As we have said over and over again, there was no productivity miracle in the 1990s nor in the 2000s. We know because those phantom gains did not increase real income for the average American. All we have is a further concentration of wealth among the wealthy. Median family income fell by 3.8% from 1999 to 2004, and grew cumulatively from 1995 to 2004 at an annual rate of only 0.9% per year, much slower than the growth rate of non-farm private business output per hour over the same period of 2.9%. Similarly, the median real wage for all workers grew over 1995-2003 at 1.4% per year, less than half the rate of productivity growth. Not only did median real income and wages fail to come close to the gains in productivity, but also jobs at any wage were hard to find. Total payroll employment in July 2005 was only 0.9% above its previous peak in February 2001. The unemployment rate at 5% in July 2005 seemed low by historical standards, but was held down by a drop in the labor force participation rate from 67.1% in July 2000 to 66.1% June 2005 – a result of substantial “discouraged worker” effects of people, especially young people unable to find jobs.

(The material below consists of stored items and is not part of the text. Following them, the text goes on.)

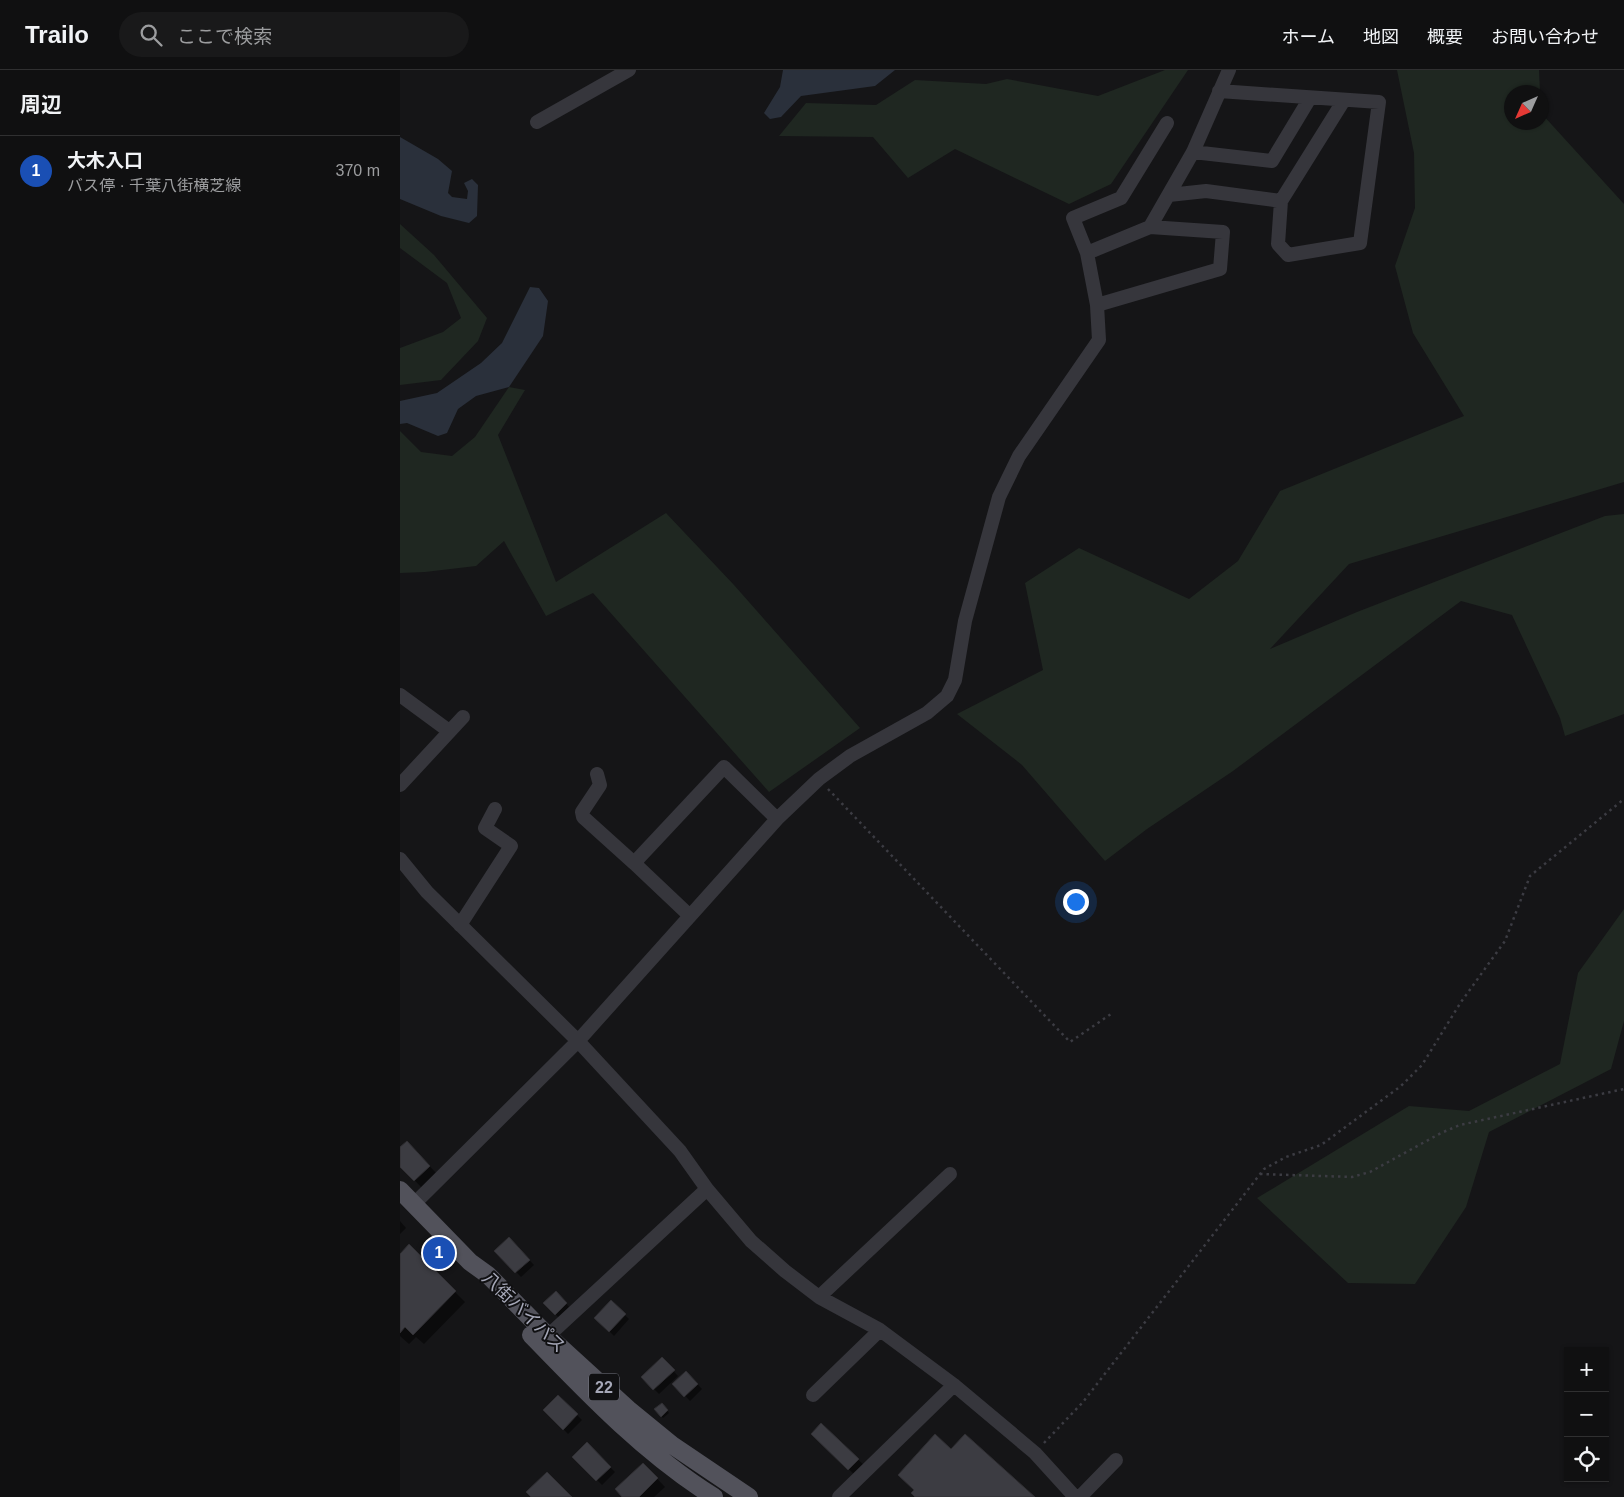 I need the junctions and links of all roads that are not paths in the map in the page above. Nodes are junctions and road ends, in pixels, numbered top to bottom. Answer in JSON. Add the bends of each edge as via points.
{"nodes":[{"id":1,"x":630,"y":70,"type":"edge"},
{"id":2,"x":1229,"y":70,"type":"edge"},
{"id":3,"x":1219,"y":91,"type":"junction"},
{"id":4,"x":1310,"y":98,"type":"junction"},
{"id":5,"x":1344,"y":100,"type":"junction"},
{"id":6,"x":537,"y":122,"type":"dead end"},
{"id":7,"x":1167,"y":123,"type":"dead end"},
{"id":8,"x":1193,"y":152,"type":"junction"},
{"id":9,"x":1169,"y":195,"type":"junction"},
{"id":10,"x":1281,"y":201,"type":"junction"},
{"id":11,"x":1150,"y":227,"type":"junction"},
{"id":12,"x":1087,"y":254,"type":"junction"},
{"id":13,"x":1097,"y":306,"type":"junction"},
{"id":14,"x":400,"y":695,"type":"edge"},
{"id":15,"x":464,"y":717,"type":"dead end"},
{"id":16,"x":449,"y":731,"type":"junction"},
{"id":17,"x":597,"y":774,"type":"dead end"},
{"id":18,"x":400,"y":785,"type":"edge"},
{"id":19,"x":495,"y":809,"type":"dead end"},
{"id":20,"x":777,"y":819,"type":"junction"},
{"id":21,"x":400,"y":859,"type":"edge"},
{"id":22,"x":634,"y":863,"type":"junction"},
{"id":23,"x":690,"y":916,"type":"junction"},
{"id":24,"x":460,"y":925,"type":"junction"},
{"id":25,"x":578,"y":1041,"type":"junction"},
{"id":26,"x":950,"y":1174,"type":"dead end"},
{"id":27,"x":707,"y":1189,"type":"junction"},
{"id":28,"x":400,"y":1190,"type":"edge"},
{"id":29,"x":414,"y":1204,"type":"junction"},
{"id":30,"x":470,"y":1262,"type":"junction"},
{"id":31,"x":819,"y":1297,"type":"junction"},
{"id":32,"x":880,"y":1330,"type":"junction"},
{"id":33,"x":548,"y":1336,"type":"junction"},
{"id":34,"x":954,"y":1385,"type":"junction"},
{"id":35,"x":813,"y":1395,"type":"dead end"},
{"id":36,"x":1116,"y":1460,"type":"dead end"},
{"id":37,"x":714,"y":1497,"type":"edge"},
{"id":38,"x":750,"y":1497,"type":"edge"},
{"id":39,"x":839,"y":1497,"type":"edge"},
{"id":40,"x":1076,"y":1497,"type":"edge"},
{"id":41,"x":1080,"y":1497,"type":"edge"}],
"edges":[{"from":1,"to":6,"type":"street"},
{"from":2,"to":3,"type":"street"},
{"from":3,"to":4,"type":"street"},
{"from":3,"to":8,"type":"street"},
{"from":4,"to":5,"type":"street"},
{"from":4,"to":8,"type":"street","via":[[1272,161]]},
{"from":5,"to":10,"type":"street"},
{"from":5,"to":10,"type":"street","via":[[1379,102],[1360,243],[1288,255],[1278,244]]},
{"from":7,"to":12,"type":"street","via":[[1121,198],[1073,218]]},
{"from":8,"to":9,"type":"street"},
{"from":9,"to":10,"type":"street","via":[[1206,191]]},
{"from":9,"to":11,"type":"street"},
{"from":11,"to":12,"type":"street"},
{"from":11,"to":13,"type":"street","via":[[1223,232],[1220,269]]},
{"from":12,"to":13,"type":"street"},
{"from":13,"to":20,"type":"street","via":[[1099,340],[1019,456],[999,497],[965,621],[955,680],[947,696],[927,713],[850,756],[819,779]]},
{"from":14,"to":16,"type":"street"},
{"from":15,"to":16,"type":"street"},
{"from":16,"to":18,"type":"street"},
{"from":17,"to":22,"type":"street","via":[[600,785],[582,812],[583,817]]},
{"from":19,"to":24,"type":"street","via":[[485,828],[512,846]]},
{"from":20,"to":22,"type":"street","via":[[724,767]]},
{"from":20,"to":23,"type":"street"},
{"from":21,"to":24,"type":"street"},
{"from":22,"to":23,"type":"street"},
{"from":23,"to":25,"type":"street"},
{"from":24,"to":25,"type":"street"},
{"from":25,"to":27,"type":"street","via":[[680,1151]]},
{"from":25,"to":29,"type":"street"},
{"from":26,"to":31,"type":"street"},
{"from":27,"to":31,"type":"street","via":[[751,1241]]},
{"from":27,"to":33,"type":"street"},
{"from":28,"to":29,"type":"main road","number":"22"},
{"from":29,"to":30,"type":"main road","number":"22"},
{"from":30,"to":33,"type":"main road","name":"八街バイパス","number":"22","via":[[488,1275]]},
{"from":30,"to":37,"type":"main road","name":"八街バイパス","number":"22","via":[[480,1282],[601,1407]]},
{"from":31,"to":32,"type":"street"},
{"from":32,"to":34,"type":"street"},
{"from":32,"to":35,"type":"street"},
{"from":33,"to":38,"type":"main road","name":"八街バイパス","number":"22","via":[[672,1445]]},
{"from":34,"to":39,"type":"street"},
{"from":34,"to":40,"type":"street","via":[[1035,1453]]},
{"from":36,"to":41,"type":"street"}]}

The failure of the productivity growth revival proportionately to boost the real incomes and wages of the median family and median worker calls into question the standard view that productivity growth translates automatically into rising living standards as in this quote from Paul Krugman commenting on the pre-1995 period of slow productivity growth: “Productivity isn’t everything, but in the long run it is almost everything. A country’s ability to improve its standard of living over time depends almost entirely on its ability to raise its output per worker – the essential arithmetic says that long-term growth in living standards depends almost entirely on productivity growth.”